KEI has designed and constructed custom vibracore sampling equipment that is routinely used to collect long-core sediment samples in deep and shallow water, in varying lithology, and under a variety of adverse conditions. The sampling platforms used to support this work include shallow-draft barges, open-water research vessels, whalers and other skiffs, and customized trucks for use in terrestrial and wetland areas.

Preparing a vibracore on the D.W. Hood for A-frame deployment in Southern California.
Sediment vibracoring using a custom-built quadrapod barge and whaler.

Vibracore sampling is a common technique used to collect continuous soil and sediment cores of up to 40 feet in length in unconsolidated soils and marine sediments. The vibracore is an excellent tool for obtaining geotechnical as well as environmental samples. KEI’s experienced personnel have used these vibracore systems for a wide variety of government and private sector clients in Alaska and Hawaii, along the Southern and Northern California Coastlines, in the San Francisco Bay Area, in the Sacramento and San Joaquin River Deltas, and in many lakes and rivers throughout California, along with locations in Texas, Ohio, Minnesota, and Louisiana.

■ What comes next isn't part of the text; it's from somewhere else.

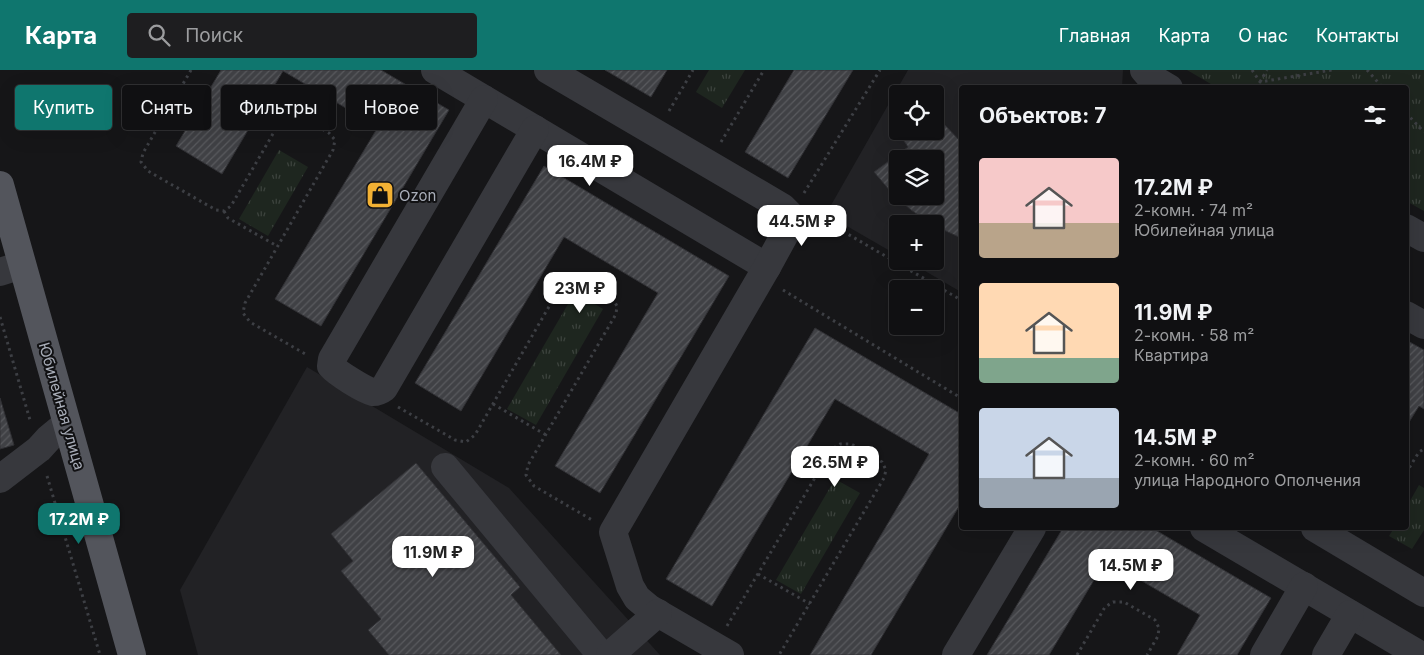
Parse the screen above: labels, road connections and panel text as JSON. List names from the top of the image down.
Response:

Moon pool vibracore deployment with a winch on a custom-built quadrapod barge in Nome Harbor, Alaska.
Vibracoring with a stability cage in Morro Bay, California.
Open ocean vibracore with cage preparing for deployment

KEI’s proprietary vibracore systems consist of two counter-rotating three-phase, 220 volt electric motors sealed in a watertight aluminum housing. The motors are powered with a portable generator and controlled with a variable speed regulator that allows for frequencies between 20 and 60 Hz. A 4-inch diameter aluminum tube of the desired length is attached to the motor housing using a unique clamping system. The top of the tube is outfitted with a special check valve or a piston that facilitates core recovery and greatly improves retention of the core in certain types of sediments. A new food-grade polyethylene liner is inserted into the aluminum core tubing to form a clean barrier between the equipment itself and the collected sample material. Attached to the bottom of the tube is a stainless-steel core cutter and finger trap. The vibracore system can be attached to a stand, cage, or float package to keep the system upright in waters subject to wave action or strong currents. The systems have been successfully used on land in moist soils and in water depths of up to 1,500 feet.

Intertidal beach vibracoring from a monster truck fitted with truck tracks during low tide in Southern California.
Discrete vibracore sediment samples that are ready for processing.
Underwater photograph depicting vibracore penetrating the bottom sediment during a collection effort.